The plumage described above typifies the appearance of birds during breeding and would be considered Definitive Alternate plumage under 2 plumages per year. Like Bent, Palmer (1962) described both Basic and Alternate plumages in adults. Palmer’s Definitive Basic (nonbreeding) plumage resembles Definitive Alternate (breeding) plumage, but with the following exceptions: the curly feathers on the breast are lacking (this change not discussed by Bent), the carmine color on the upper and undertail-coverts becomes deep pink, and the tail becomes plain buffy (Bent calls nonbreeding tail pink). Whether these changes occur in the wild is uncertain. Confirmation and description of changes would help document any differences in summer range and seasonal movement of adults versus younger birds (Robertson et al. 1983, Bjork and Powell 1996; see Migration).
Melanism has been reported (Pearson 1921).
Carotenoid pigments in plumage derived from diet but deposition of pigment (amount, location) associated with age (Brush 1990). Carotenoid pigments from flight and body feathers of adults primarily are canthaxanthin and astaxanthin (Fox 1962). Canthaxanthin is also the chief carotenoid deposited in feathers of several species of flamingos (American Flamingo [Phoenicopterus ruber], Andean Flamingo [P. jamesi]; Chilean Flamingo [P. chilensis]) and Scarlet Ibis.
In Basic I plumage, bill dirty yellow to dullish green; in Basic II, dull greenish or bluish; in Basic III, surface rough and greenish blackish as in adults. In Definitive Basic plumage, hornlike excrescences at base of upper mandible and various colors: grayish green to grayish tan, with mottled areas of green, black, and yellow.
In Basic I plumage, possibly amber; probably same as “light orange red” in Florida (JVD). In Basic II plumage, reported as amber; but red in Florida, different from previous color (JVD). In Basic III plumage, reddish. In Definitive Basic plumage, cherry red to scarlet.
Bare Skin On Head
Head feathered until Basic II plumage attained, when it becomes bare; Basic II head blue-green; thin black line adjoins neck-feathering. In Basic III plumage, greenish. In Definitive Basic plumage, pale or apple green to golden buff; thick area of black skin most prominent in this plumage, sometimes extending into V-shape down back of neck, but varies among individuals. Courting captives develop bright saffron-orange gular sacs and orange rings around eyes (Hancock et al. 1992).
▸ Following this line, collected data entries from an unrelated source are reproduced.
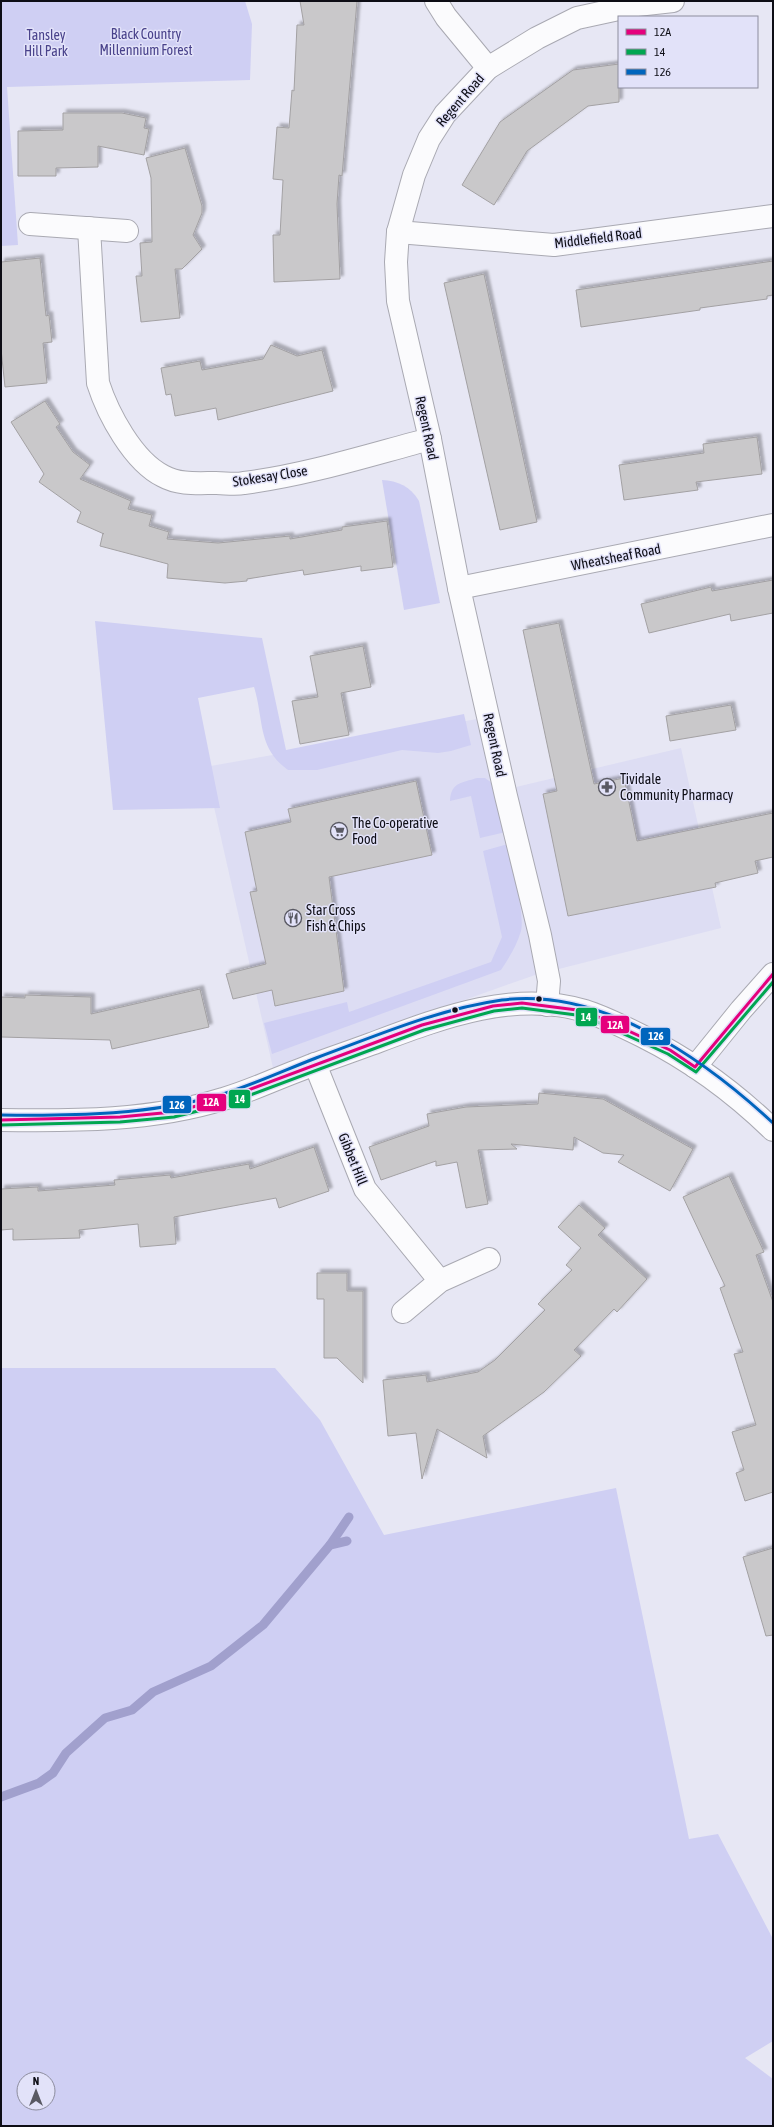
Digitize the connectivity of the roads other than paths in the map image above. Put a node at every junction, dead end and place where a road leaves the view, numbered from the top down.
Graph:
1 (436, 1) edge
2 (673, 1) edge
3 (488, 68) junction
4 (773, 216) edge
5 (30, 224) dead end
6 (89, 228) junction
7 (127, 231) dead end
8 (398, 232) junction
9 (430, 439) junction
10 (773, 525) edge
11 (459, 588) junction
12 (773, 974) edge
13 (547, 1004) junction
14 (315, 1064) junction
15 (695, 1067) junction
16 (1, 1120) edge
17 (773, 1130) edge
18 (489, 1259) dead end
19 (440, 1281) junction
20 (403, 1312) dead end

1 - 3 street
2 - 3 street, Regent Road
3 - 8 street, Regent Road
4 - 8 street, Middlefield Road
5 - 6 street
6 - 7 street
6 - 9 street, Stokesay Close
8 - 9 street, Regent Road
9 - 11 street, Regent Road
10 - 11 street, Wheatsheaf Road
11 - 13 street, Regent Road
12 - 15 street
13 - 14 street
13 - 15 street
14 - 16 street
14 - 19 street, Gibbet Hill
15 - 17 street
18 - 19 street
19 - 20 street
Orange color observed in Florida for only short period during breeding season (A. Sprunt IV in Hancock et al. 1992); also observed in South America.
Legs And Feet
In Basic I plumage, reported as dark, but legs of living birds appear flesh-colored (feet not seen; JVD). In Basic II plumage, reported as more flesh-colored, but legs dark red in Florida birds (feet not seen; JVD). In Basic III plumage, legs dull red, feet blackish. In Definitive Basic plumage, legs magenta-ruby, feet blackish; some black at tibiotarsal joint and down back of tarsus.